Lately it seems like every person who has ever worked with Kobe Bryant has been asked or wanted to chime in with their opinion on his future, and whether or not he will retire. First there was Shaquille O'Neal saying he hoped that Bryant would not retire. More recently, New York Knicks president and former head coach of the Los Angeles Lakers during all five of Bryant's championships, Phil Jackson, tweaked Lakers fans and management by implying that while Bryant might be done playing with in the purple and gold after this season, he could still play longer in the NBA.
Now it is apparently former Bryant teammate Rick Fox's turn to speculate on Bryant's future, and the former Lakers wing echoed Phil Jackson's sentiments, even down to their similar wording, when asked by Mark Medina of the L.A. Daily News whether or not he thought the future Hall of Famer and 19-year veteran would retire after his 20th season in Los Angeles (emphasis mine):
"I don't think this is his last year. It might be his last year in L.A. But it won't be his last year in the game. I think he'll play overseas in China. Or maybe go to New York and be with Derek (Fisher) and Phil (Jackson) and mentor the other players with the triangle offense."

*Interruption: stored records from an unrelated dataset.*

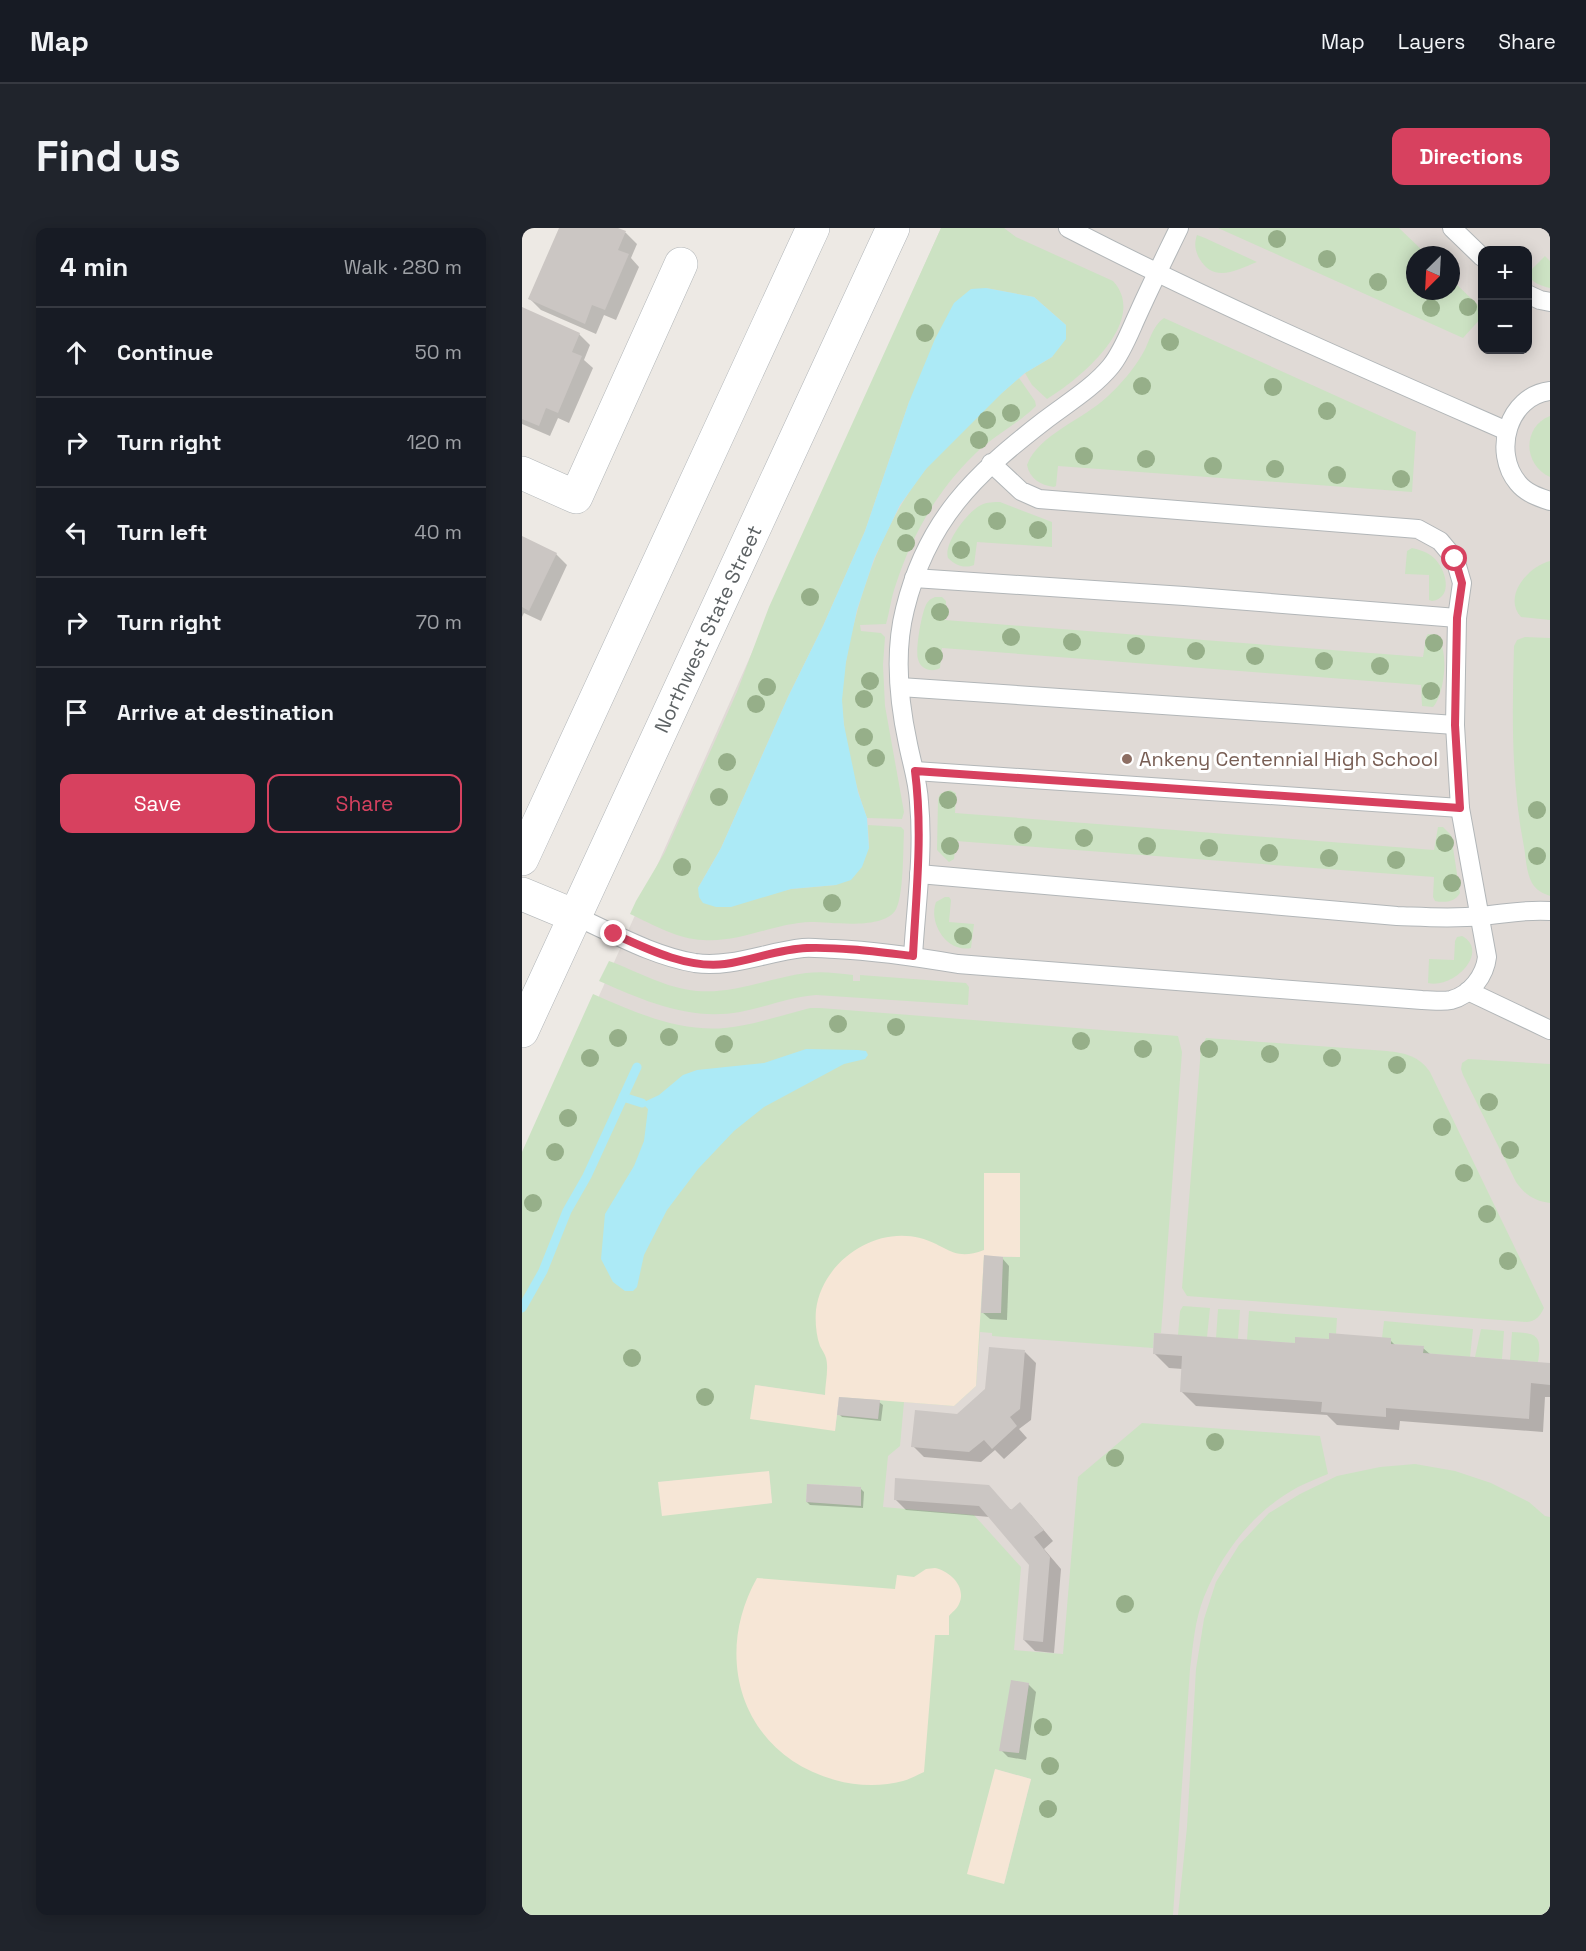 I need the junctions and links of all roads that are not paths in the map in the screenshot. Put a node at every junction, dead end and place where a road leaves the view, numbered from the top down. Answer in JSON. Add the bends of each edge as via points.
{"nodes":[{"id":1,"x":813,"y":228,"type":"edge"},
{"id":2,"x":893,"y":228,"type":"edge"},
{"id":3,"x":1068,"y":228,"type":"edge"},
{"id":4,"x":1179,"y":228,"type":"edge"},
{"id":5,"x":1452,"y":228,"type":"edge"},
{"id":6,"x":1478,"y":253,"type":"edge"},
{"id":7,"x":681,"y":264,"type":"dead end"},
{"id":8,"x":1157,"y":274,"type":"junction"},
{"id":9,"x":1532,"y":296,"type":"edge"},
{"id":10,"x":1550,"y":302,"type":"edge"},
{"id":11,"x":1550,"y":391,"type":"edge"},
{"id":12,"x":1507,"y":432,"type":"junction"},
{"id":13,"x":991,"y":463,"type":"junction"},
{"id":14,"x":522,"y":473,"type":"edge"},
{"id":15,"x":1550,"y":501,"type":"edge"},
{"id":16,"x":914,"y":578,"type":"junction"},
{"id":17,"x":1457,"y":618,"type":"junction"},
{"id":18,"x":900,"y":687,"type":"junction"},
{"id":19,"x":1455,"y":725,"type":"junction"},
{"id":20,"x":915,"y":771,"type":"junction"},
{"id":21,"x":1460,"y":808,"type":"junction"},
{"id":22,"x":522,"y":859,"type":"edge"},
{"id":23,"x":919,"y":874,"type":"junction"},
{"id":24,"x":522,"y":894,"type":"edge"},
{"id":25,"x":1550,"y":911,"type":"edge"},
{"id":26,"x":575,"y":916,"type":"junction"},
{"id":27,"x":1480,"y":916,"type":"junction"},
{"id":28,"x":913,"y":956,"type":"junction"},
{"id":29,"x":1468,"y":991,"type":"junction"},
{"id":30,"x":1550,"y":1030,"type":"edge"},
{"id":31,"x":522,"y":1031,"type":"edge"}],
"edges":[{"from":1,"to":22,"type":"main road"},
{"from":2,"to":26,"type":"main road","name":"Northwest State Street"},
{"from":3,"to":8,"type":"lane"},
{"from":4,"to":8,"type":"lane"},
{"from":5,"to":6,"type":"lane"},
{"from":7,"to":14,"type":"main road","via":[[576,497]]},
{"from":8,"to":12,"type":"lane"},
{"from":8,"to":13,"type":"lane","via":[[1111,366]]},
{"from":9,"to":10,"type":"lane"},
{"from":11,"to":12,"type":"lane","via":[[1528,400],[1515,412]]},
{"from":12,"to":15,"type":"lane","via":[[1504,448],[1518,483],[1532,495]]},
{"from":13,"to":16,"type":"lane","via":[[961,494],[939,526]]},
{"from":13,"to":17,"type":"lane","via":[[1021,491],[1039,499],[1418,530],[1440,541],[1455,559],[1462,583]]},
{"from":16,"to":17,"type":"lane"},
{"from":16,"to":18,"type":"lane","via":[[899,641]]},
{"from":17,"to":19,"type":"lane"},
{"from":18,"to":19,"type":"lane"},
{"from":18,"to":20,"type":"lane"},
{"from":19,"to":21,"type":"lane"},
{"from":20,"to":21,"type":"lane"},
{"from":20,"to":23,"type":"lane","via":[[920,803]]},
{"from":21,"to":27,"type":"lane"},
{"from":23,"to":27,"type":"lane","via":[[1397,916]]},
{"from":23,"to":28,"type":"lane"},
{"from":24,"to":26,"type":"main road"},
{"from":25,"to":27,"type":"lane","via":[[1528,909]]},
{"from":26,"to":28,"type":"lane","via":[[652,951],[694,963],[722,964],[806,948]]},
{"from":26,"to":31,"type":"main road","name":"Northwest State Street"},
{"from":27,"to":29,"type":"lane","via":[[1486,966]]},
{"from":28,"to":29,"type":"lane","via":[[958,964],[1422,1000],[1450,1001]]},
{"from":29,"to":30,"type":"lane"}]} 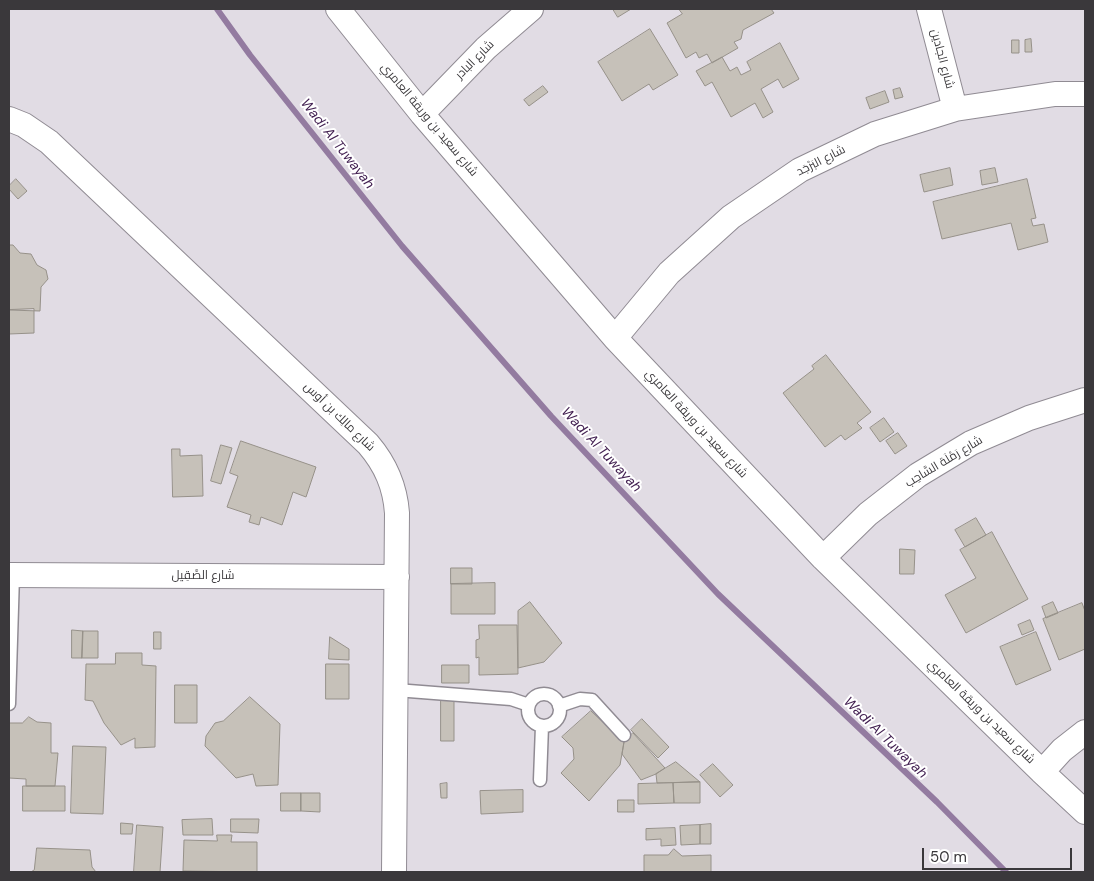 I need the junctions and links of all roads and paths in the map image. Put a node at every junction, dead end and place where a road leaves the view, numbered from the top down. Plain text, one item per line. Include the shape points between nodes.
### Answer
1 (338, 9) edge
2 (532, 9) edge
3 (929, 9) edge
4 (1085, 94) edge
5 (955, 109) junction
6 (422, 114) junction
7 (9, 119) edge
8 (615, 338) junction
9 (1085, 400) edge
10 (823, 558) junction
11 (11, 575) edge
12 (397, 577) junction
13 (396, 690) junction
14 (9, 704) edge
15 (529, 705) junction
16 (559, 706) junction
17 (542, 726) junction
18 (1085, 732) edge
19 (624, 735) dead end
20 (1042, 772) junction
21 (540, 780) dead end
22 (1085, 812) edge
23 (394, 872) edge

1 - 6 street, شارع سعيد بن وريقة العامري
2 - 6 street, شارع البادر via 486,48
3 - 5 street, شارع الجادين
4 - 5 street, شارع البَرْجَد via 1055,94
5 - 8 street, شارع البَرْجَد via 875,134 800,170 730,217 668,274
6 - 8 street, شارع سعيد بن وريقة العامري
7 - 12 street, شارع مالِك بن أوس via 49,142 368,444 386,468 396,498
8 - 10 street, شارع سعيد بن وريقة العامري
9 - 10 street, شارع رَمْلَة السَّاحِب via 1029,418 971,443 918,476 868,514
10 - 20 street, شارع سعيد بن وريقة العامري
11 - 12 street, شارع الصَّقِيل
11 - 14 lane
12 - 13 street, شارع مالِك بن أوس
13 - 15 lane via 511,699
13 - 23 street, شارع مالِك بن أوس
15 - 16 lane via 533,699 545,694 556,700
15 - 17 lane via 529,716
16 - 17 lane via 560,712 554,723
16 - 19 lane via 580,699 592,700
17 - 21 lane
18 - 20 street
20 - 22 street, شارع سعيد بن وريقة العامري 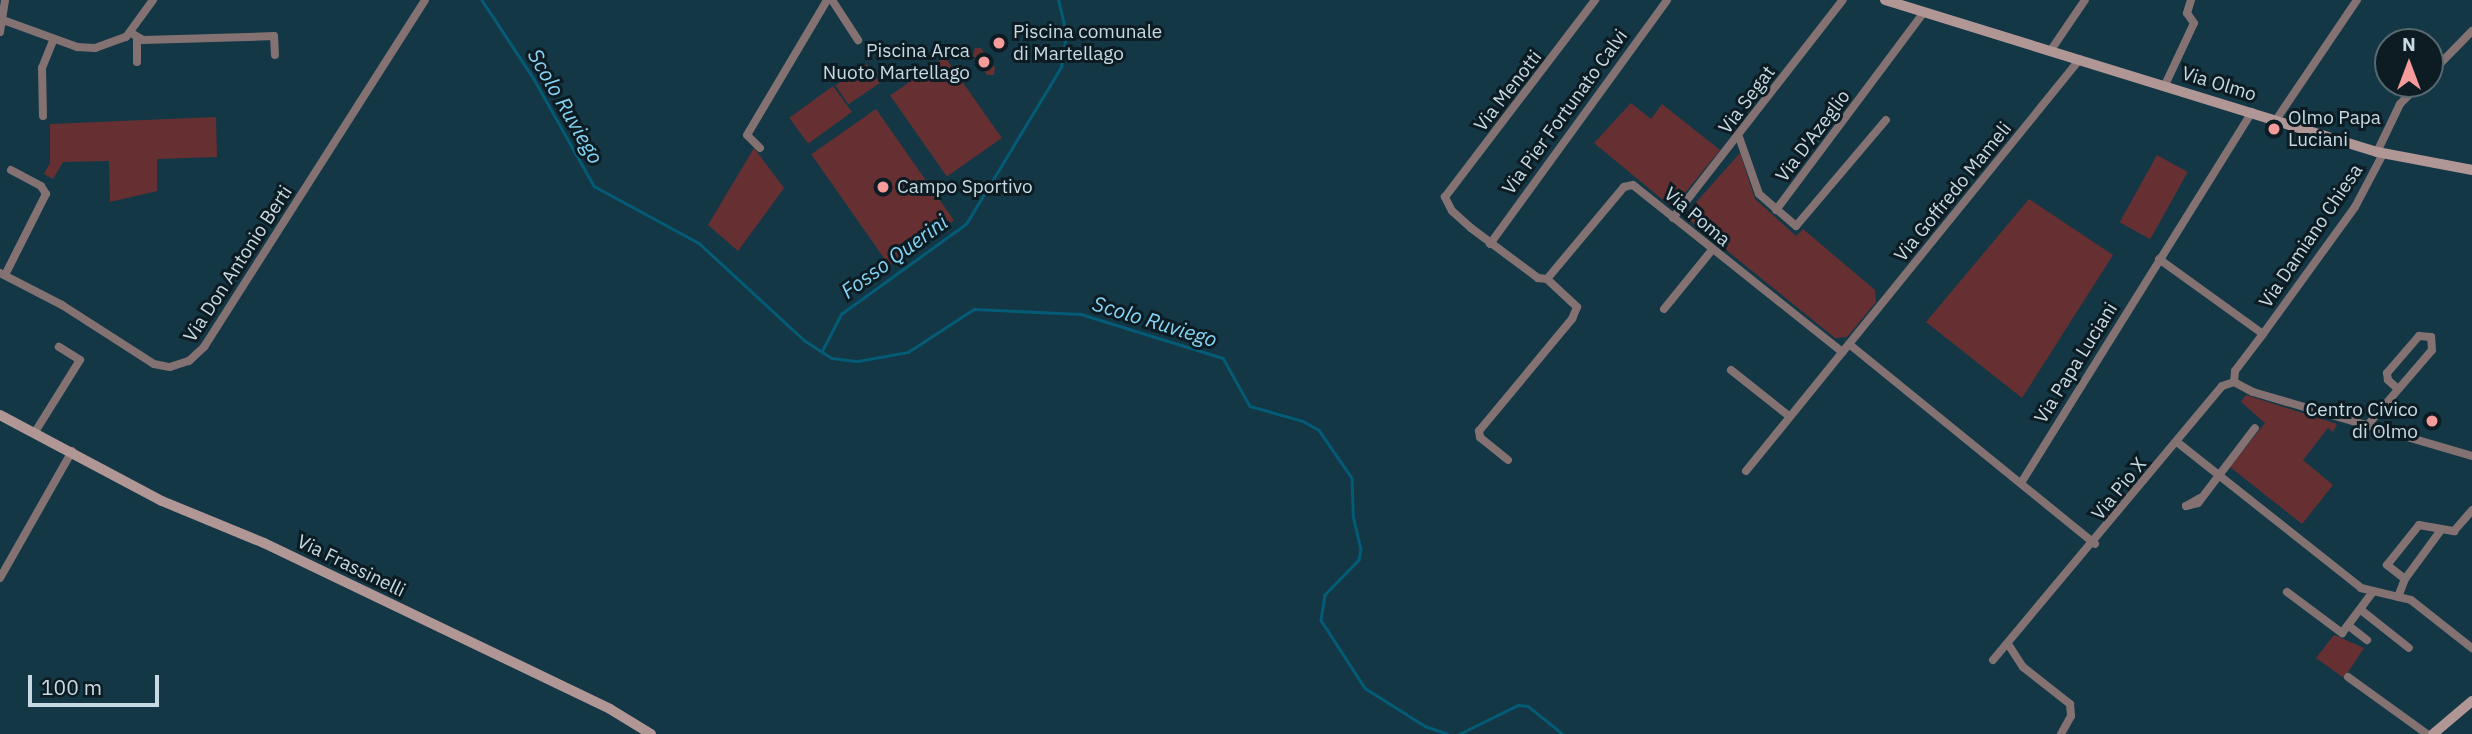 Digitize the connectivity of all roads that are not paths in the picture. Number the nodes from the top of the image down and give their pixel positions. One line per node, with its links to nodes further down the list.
1 (5, 0): 13 (street)
2 (153, 0): 16 (street)
3 (425, 0): 40 (street, Via Don Antonio Berti)
4 (829, 0): 18 (street); 31 (street)
5 (1595, 0): 37 (street, Via Menotti)
6 (1667, 0): 37 (street, Via Pier Fortunato Calvi)
7 (1843, 0): 30 (street, Via Segat)
8 (1885, 0): 12 (street, Via Olmo)
9 (2085, 0): 19 (street)
10 (2191, 0): 24 (street)
11 (2357, 0): 29 (street)
12 (1924, 12): 19 (street, Via Olmo); 35 (street, Via D'Azeglio)
13 (3, 20): 15 (street); 17 (street)
14 (2472, 31): 22 (street)
15 (0, 32)
16 (134, 35): 17 (street); 20 (street); 23 (street)
17 (54, 39): 27 (street)
18 (858, 40)
19 (2051, 50): 21 (street, Via Olmo)
20 (275, 55)
21 (2080, 59): 24 (street, Via Olmo); 44 (street, Via Goffredo Mameli)
22 (2444, 60)
23 (136, 62)
24 (2165, 85): 26 (street, Via Olmo)
25 (2406, 98): 32 (street)
26 (2252, 113): 29 (street, Via Olmo); 39 (street, Via Papa Luciani)
27 (43, 116)
28 (1886, 120): 35 (street)
29 (2276, 120): 32 (street, Via Olmo)
30 (1740, 137): 35 (street, Via D'Azeglio); 36 (street, Via Segat)
31 (760, 148)
32 (2380, 153): 34 (street, Via Olmo); 43 (street, Via Damiano Chiesa)
33 (11, 170): 40 (street)
34 (2472, 170)
35 (1776, 210)
36 (1673, 218): 38 (street, Via Poma); 41 (street, Via Poma)
37 (1490, 244): 41 (street)
38 (1712, 250): 42 (street); 46 (street, Via Poma)
39 (2159, 259): 43 (street); 61 (street, Via Papa Luciani)
40 (2, 274)
41 (1547, 279): 58 (street)
42 (1664, 309)
43 (2262, 335): 48 (street, Via Pio X)
44 (1849, 344): 46 (street, Via Goffredo Mameli); 61 (street)
45 (59, 347): 54 (street)
46 (1842, 352): 51 (street, Via Goffredo Mameli)
47 (1731, 370): 51 (street)
48 (2234, 382): 52 (street); 55 (street, Via Pio X)
49 (2398, 389): 49 (street); 52 (street)
50 (0, 415): 54 (street, Via Frassinelli)
51 (1790, 417): 59 (street, Via Goffredo Mameli)
52 (2366, 427): 57 (street)
53 (2255, 428): 60 (street)
54 (35, 432): 56 (street, Via Frassinelli)
55 (2178, 442): 60 (street); 65 (street, Via Pio X)
56 (72, 451): 66 (street); 80 (street, Via Frassinelli)
57 (2472, 456)
58 (1508, 460)
59 (1746, 471)
60 (2218, 474): 62 (street); 69 (street)
61 (2021, 483): 65 (street)
62 (2200, 498)
63 (2472, 510): 64 (street)
64 (2441, 530): 67 (street); 67 (street)
65 (2095, 544): 74 (street, Via Pio X)
66 (0, 578)
67 (2405, 579): 70 (street)
68 (2287, 592): 72 (street)
69 (2372, 593): 70 (street); 71 (street)
70 (2398, 597): 76 (street)
71 (2361, 610): 72 (street); 75 (street)
72 (2349, 626): 73 (street)
73 (2367, 640)
74 (2008, 644): 77 (street, Via Pio X); 81 (street)
75 (2409, 648)
76 (2472, 648)
77 (1993, 660)
78 (2348, 677): 82 (street)
79 (2472, 701): 83 (street)
80 (651, 734)
81 (2061, 734)
82 (2427, 734)
83 (2433, 734)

This is very similar to what Jackson told reporters in late September when he said "I don't think it's his last year... Sounds like it may be his last year as a Laker." Could the two know something we don't know?
Probably not. Bryant is notorious for playing things close to the vest, and it seems unlikely that he would have shared some secret plan to spend his last season with the Knicks with Fox and Jackson a year in advance, especially when Bryant has repeatedly said he will wait on any decisions on his future until after he sees how he plays this season.
Also making this scenario unlikely were Bryant's fairly direct response to Jackson's insinuations, as when asked by Marc J. Spears of Yahoo Sports about the possibility of his playing elsewhere he said simply, "Dude, I bleed purple and gold." That does not sound like a man who wants to leave his Los Angeles lifestyle behind for one year of freelancing in the Big Apple.